▶ Provided data:
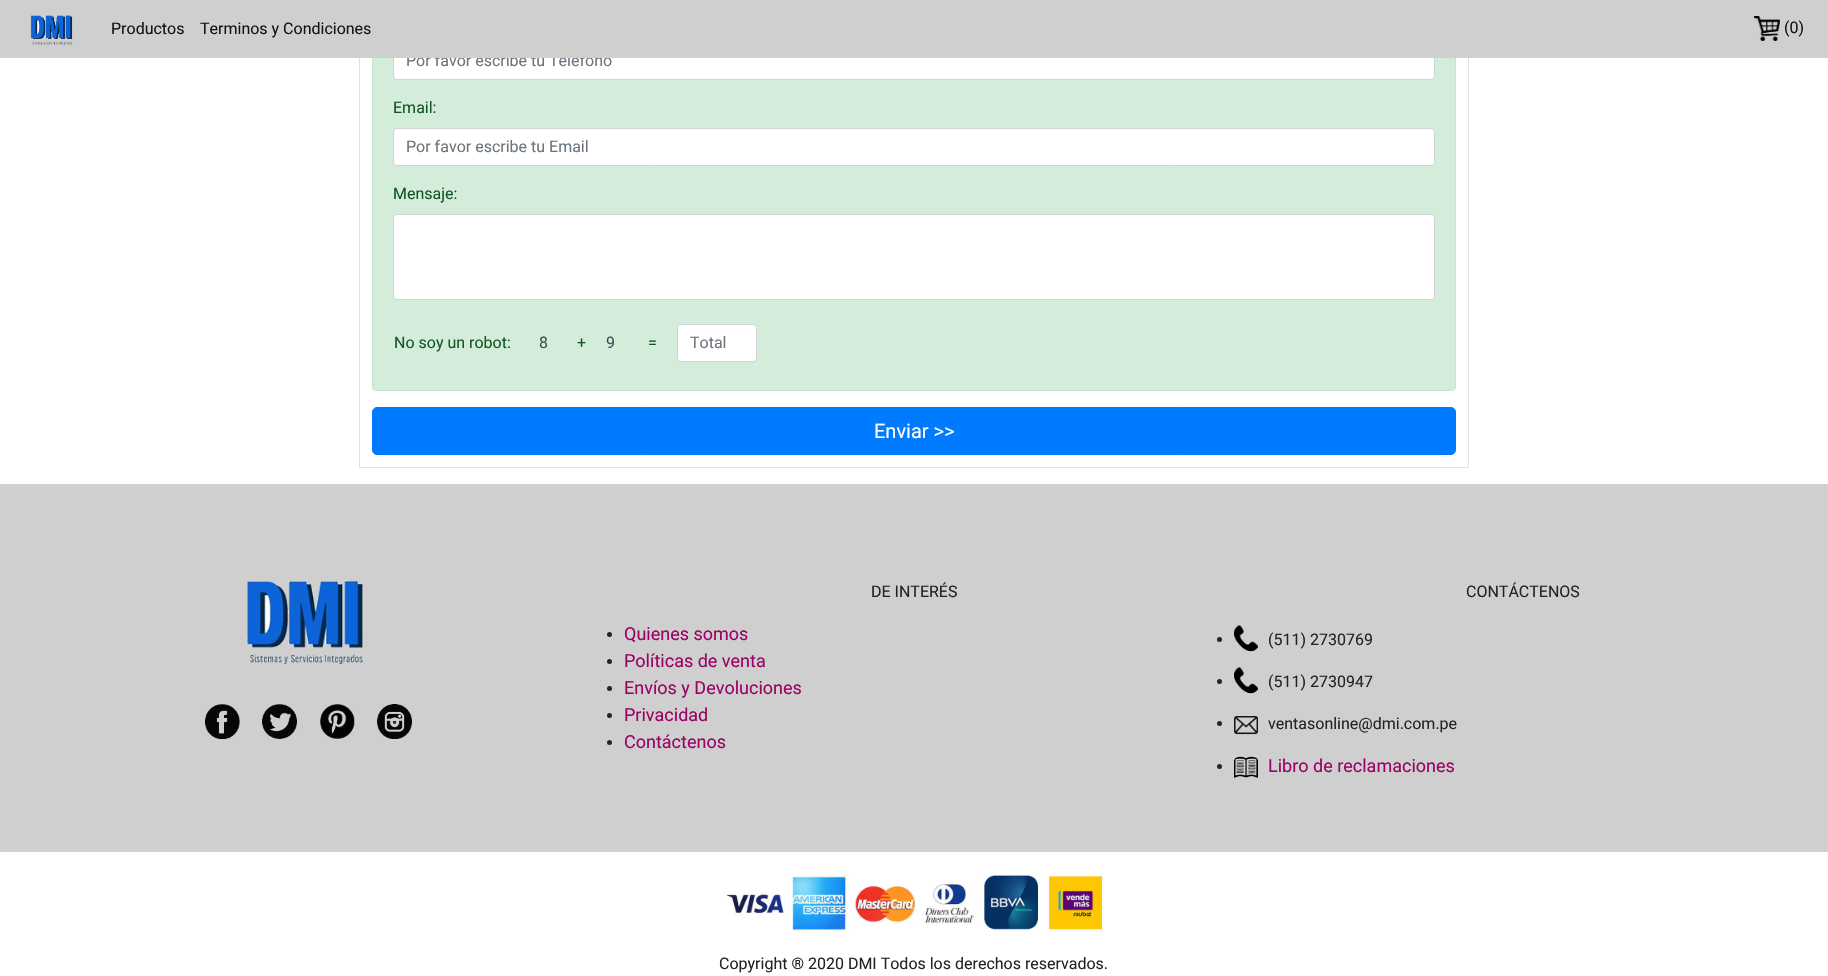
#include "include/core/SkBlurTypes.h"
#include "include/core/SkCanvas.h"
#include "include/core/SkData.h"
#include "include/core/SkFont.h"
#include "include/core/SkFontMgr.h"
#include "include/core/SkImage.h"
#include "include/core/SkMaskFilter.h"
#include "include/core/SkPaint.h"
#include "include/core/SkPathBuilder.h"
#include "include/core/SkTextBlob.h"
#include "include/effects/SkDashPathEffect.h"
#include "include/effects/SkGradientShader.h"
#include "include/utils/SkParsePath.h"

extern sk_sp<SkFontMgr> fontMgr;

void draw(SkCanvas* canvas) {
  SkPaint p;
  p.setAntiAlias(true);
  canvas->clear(SK_ColorWHITE);
  p.setColor(SkColorSetRGB(222, 226, 230));
  canvas->drawRect(SkRect::MakeLTRB(1468, 58, 1469, 468), p);
  canvas->drawRect(SkRect::MakeLTRB(359, 467, 1469, 468), p);
  canvas->drawRect(SkRect::MakeLTRB(359, 58, 360, 468), p);
  p.setColor(SkColorSetRGB(212, 237, 218));
  canvas->drawRoundRect(SkRect::MakeLTRB(372.5f, -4.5f, 1455.5f, 390.5f), 3.5f, 3.5f, p);
  p.setStyle(SkPaint::kStroke_Style);
  p.setStrokeWidth(1);
  p.setColor(SkColorSetRGB(195, 230, 203));
  canvas->drawRoundRect(SkRect::MakeLTRB(372.5f, -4.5f, 1455.5f, 390.5f), 3.5f, 3.5f, p);
  p.setStyle(SkPaint::kFill_Style);
  p.setColor(SK_ColorWHITE);
  canvas->drawRoundRect(SkRect::MakeLTRB(393.5f, 42.5f, 1434.5f, 79.5f), 3.5f, 3.5f, p);
  p.setStyle(SkPaint::kStroke_Style);
  p.setColor(SkColorSetRGB(206, 212, 218));
  canvas->drawRoundRect(SkRect::MakeLTRB(393.5f, 42.5f, 1434.5f, 79.5f), 3.5f, 3.5f, p);
  p.setStyle(SkPaint::kFill_Style);
  p.setColor(SK_ColorWHITE);
  canvas->drawRoundRect(SkRect::MakeLTRB(393.5f, 128.5f, 1434.5f, 165.5f), 3.5f, 3.5f, p);
  p.setStyle(SkPaint::kStroke_Style);
  p.setColor(SkColorSetRGB(206, 212, 218));
  canvas->drawRoundRect(SkRect::MakeLTRB(393.5f, 128.5f, 1434.5f, 165.5f), 3.5f, 3.5f, p);
  p.setStyle(SkPaint::kFill_Style);
  p.setColor(SK_ColorWHITE);
  canvas->drawRoundRect(SkRect::MakeLTRB(393.5f, 214.5f, 1434.5f, 299.5f), 3.5f, 3.5f, p);
  p.setStyle(SkPaint::kStroke_Style);
  p.setColor(SkColorSetRGB(206, 212, 218));
  canvas->drawRoundRect(SkRect::MakeLTRB(393.5f, 214.5f, 1434.5f, 299.5f), 3.5f, 3.5f, p);
  p.setStyle(SkPaint::kFill_Style);
  p.setColor(SK_ColorWHITE);
  canvas->drawRoundRect(SkRect::MakeLTRB(677.5f, 324.5f, 756.5f, 361.5f), 3.5f, 3.5f, p);
  p.setStyle(SkPaint::kStroke_Style);
  p.setColor(SkColorSetRGB(206, 212, 218));
  canvas->drawRoundRect(SkRect::MakeLTRB(677.5f, 324.5f, 756.5f, 361.5f), 3.5f, 3.5f, p);
  p.setStyle(SkPaint::kFill_Style);
  p.setColor(SkColorSetRGB(0, 123, 255));
  canvas->drawRoundRect(SkRect::MakeLTRB(372.5f, 407.5f, 1455.5f, 454.5f), 4.5f, 4.5f, p);
  p.setStyle(SkPaint::kStroke_Style);
  canvas->drawRoundRect(SkRect::MakeLTRB(372.5f, 407.5f, 1455.5f, 454.5f), 4.5f, 4.5f, p);
  p.setStyle(SkPaint::kFill_Style);
  p.setColor(SkColorSetRGB(207, 207, 207));
  canvas->drawRect(SkRect::MakeLTRB(0, 484, 1828, 852), p);
  canvas->drawImageRect(SkImages::DeferredFromEncodedData(SkData::MakeFromFileName("images/3.png")), SkRect::MakeLTRB(246, 580, 363, 664), SkSamplingOptions());
  canvas->drawImageRect(SkImages::DeferredFromEncodedData(SkData::MakeFromFileName("images/4.png")), SkRect::MakeLTRB(205, 704, 240, 739), SkSamplingOptions());
  canvas->drawImageRect(SkImages::DeferredFromEncodedData(SkData::MakeFromFileName("images/5.png")), SkRect::MakeLTRB(262, 704, 297, 739), SkSamplingOptions());
  canvas->drawImageRect(SkImages::DeferredFromEncodedData(SkData::MakeFromFileName("images/6.png")), SkRect::MakeLTRB(320, 704, 355, 739), SkSamplingOptions());
  canvas->drawImageRect(SkImages::DeferredFromEncodedData(SkData::MakeFromFileName("images/7.png")), SkRect::MakeLTRB(377, 704, 412, 739), SkSamplingOptions());
  p.setColor(SkColorSetRGB(33, 37, 41));
  canvas->drawCircle(609.5f, 634.5f, 2.5f, p);
  canvas->drawCircle(609.5f, 661.5f, 2.5f, p);
  canvas->drawCircle(609.5f, 688.5f, 2.5f, p);
  canvas->drawCircle(609.5f, 715.5f, 2.5f, p);
  canvas->drawCircle(609.5f, 742.5f, 2.5f, p);
  canvas->drawCircle(1219.5f, 639.5f, 2.5f, p);
  canvas->drawImageRect(SkImages::DeferredFromEncodedData(SkData::MakeFromFileName("images/8.png")), SkRect::MakeLTRB(1234, 625, 1258, 652), SkSamplingOptions());
  canvas->drawCircle(1219.5f, 681.5f, 2.5f, p);
  canvas->drawImageRect(SkImages::DeferredFromEncodedData(SkData::MakeFromFileName("images/8.png")), SkRect::MakeLTRB(1234, 667, 1258, 694), SkSamplingOptions());
  canvas->drawCircle(1219.5f, 723.5f, 2.5f, p);
  canvas->drawImageRect(SkImages::DeferredFromEncodedData(SkData::MakeFromFileName("images/9.png")), SkRect::MakeLTRB(1234, 716, 1258, 735), SkSamplingOptions());
  canvas->drawCircle(1219.5f, 766.5f, 2.5f, p);
  canvas->drawImageRect(SkImages::DeferredFromEncodedData(SkData::MakeFromFileName("images/10.png")), SkRect::MakeLTRB(1234, 756, 1258, 778), SkSamplingOptions());
  canvas->drawImageRect(SkImages::DeferredFromEncodedData(SkData::MakeFromFileName("images/11.png")), SkRect::MakeLTRB(726, 874, 1104, 932), SkSamplingOptions());
  SkFont font1(fontMgr->matchFamilyStyle("Roboto", SkFontStyle::Normal()), 16);
  font1.setSubpixel(true);
  p.setColor(SkColorSetRGB(108, 117, 125));
  canvas->drawString("Por favor escribe tu Telefono", 406, 66, font1, p);
  p.setColor(SkColorSetRGB(207, 207, 207));
  canvas->drawRect(SkRect::MakeLTRB(0, 0, 1828, 58), p);
  p.setColor(SkColorSetRGB(21, 21, 21));
  canvas->drawString("(0)", 1784, 33, font1, p);
  canvas->drawImageRect(SkImages::DeferredFromEncodedData(SkData::MakeFromFileName("images/2.png")), SkRect::MakeLTRB(1754, 16, 1780, 41), SkSamplingOptions());
  canvas->drawString("Terminos y Condiciones", 200, 34, font1, p);
  canvas->drawString("Productos", 111, 34, font1, p);
  canvas->drawImageRect(SkImages::DeferredFromEncodedData(SkData::MakeFromFileName("images/1.png")), SkRect::MakeLTRB(30, 15, 73, 45), SkSamplingOptions());
  p.setColor(SkColorSetRGB(21, 87, 36));
  canvas->drawString("Email:", 393, 113, font1, p);
  p.setColor(SkColorSetRGB(108, 117, 125));
  canvas->drawString("Por favor escribe tu Email", 406, 152, font1, p);
  p.setColor(SkColorSetRGB(21, 87, 36));
  canvas->drawString("Mensaje:", 393, 199, font1, p);
  canvas->drawString("No soy un robot:", 394, 348, font1, p);
  p.setColor(SkColorSetRGB(73, 80, 87));
  canvas->drawString("8", 539, 348, font1, p);
  p.setColor(SkColorSetRGB(21, 87, 36));
  canvas->drawString("+", 577, 348, font1, p);
  p.setColor(SkColorSetRGB(73, 80, 87));
  canvas->drawString("9", 606, 348, font1, p);
  p.setColor(SkColorSetRGB(21, 87, 36));
  canvas->drawString("=", 648, 348, font1, p);
  p.setColor(SkColorSetRGB(108, 117, 125));
  canvas->drawString("Total", 690, 348, font1, p);
  SkFont font2(fontMgr->matchFamilyStyle("Roboto", SkFontStyle::Normal()), 20);
  font2.setSubpixel(true);
  p.setColor(SK_ColorWHITE);
  canvas->drawString("Enviar >>", 874, 438, font2, p);
  p.setColor(SkColorSetRGB(33, 37, 41));
  canvas->drawString("DE INTERÉS", 871, 597, font1, p);
  SkFont font3(fontMgr->matchFamilyStyle("Roboto", SkFontStyle::Normal()), 18);
  font3.setSubpixel(true);
  p.setColor(SkColorSetRGB(154, 3, 101));
  canvas->drawString("Quienes somos", 624, 640, font3, p);
  canvas->drawString("Políticas de venta", 624, 667, font3, p);
  canvas->drawString("Envíos y Devoluciones", 624, 694, font3, p);
  canvas->drawString("Privacidad", 624, 721, font3, p);
  canvas->drawString("Contáctenos", 624, 748, font3, p);
  p.setColor(SkColorSetRGB(33, 37, 41));
  canvas->drawString("CONTÁCTENOS", 1466, 597, font1, p);
  canvas->drawString("(511) 2730769", 1268, 645, font1, p);
  canvas->drawString("(511) 2730947", 1268, 687, font1, p);
  canvas->drawString("ventasonline@dmi.com.pe", 1268, 729, font1, p);
  p.setColor(SkColorSetRGB(154, 3, 101));
  canvas->drawString("Libro de reclamaciones", 1268, 772, font3, p);
  p.setColor(SkColorSetRGB(33, 37, 41));
  canvas->drawString("Copyright ® 2020 DMI Todos los derechos reservados.", 719, 969, font1, p);
}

▶ Aim of the task:
Reproduce only the lines running from the one that contains "font3.setSubpixel(true);" to the last line of the records.

▶ Exercise response:
  font3.setSubpixel(true);
  p.setColor(SkColorSetRGB(154, 3, 101));
  canvas->drawString("Quienes somos", 624, 640, font3, p);
  canvas->drawString("Políticas de venta", 624, 667, font3, p);
  canvas->drawString("Envíos y Devoluciones", 624, 694, font3, p);
  canvas->drawString("Privacidad", 624, 721, font3, p);
  canvas->drawString("Contáctenos", 624, 748, font3, p);
  p.setColor(SkColorSetRGB(33, 37, 41));
  canvas->drawString("CONTÁCTENOS", 1466, 597, font1, p);
  canvas->drawString("(511) 2730769", 1268, 645, font1, p);
  canvas->drawString("(511) 2730947", 1268, 687, font1, p);
  canvas->drawString("ventasonline@dmi.com.pe", 1268, 729, font1, p);
  p.setColor(SkColorSetRGB(154, 3, 101));
  canvas->drawString("Libro de reclamaciones", 1268, 772, font3, p);
  p.setColor(SkColorSetRGB(33, 37, 41));
  canvas->drawString("Copyright ® 2020 DMI Todos los derechos reservados.", 719, 969, font1, p);
}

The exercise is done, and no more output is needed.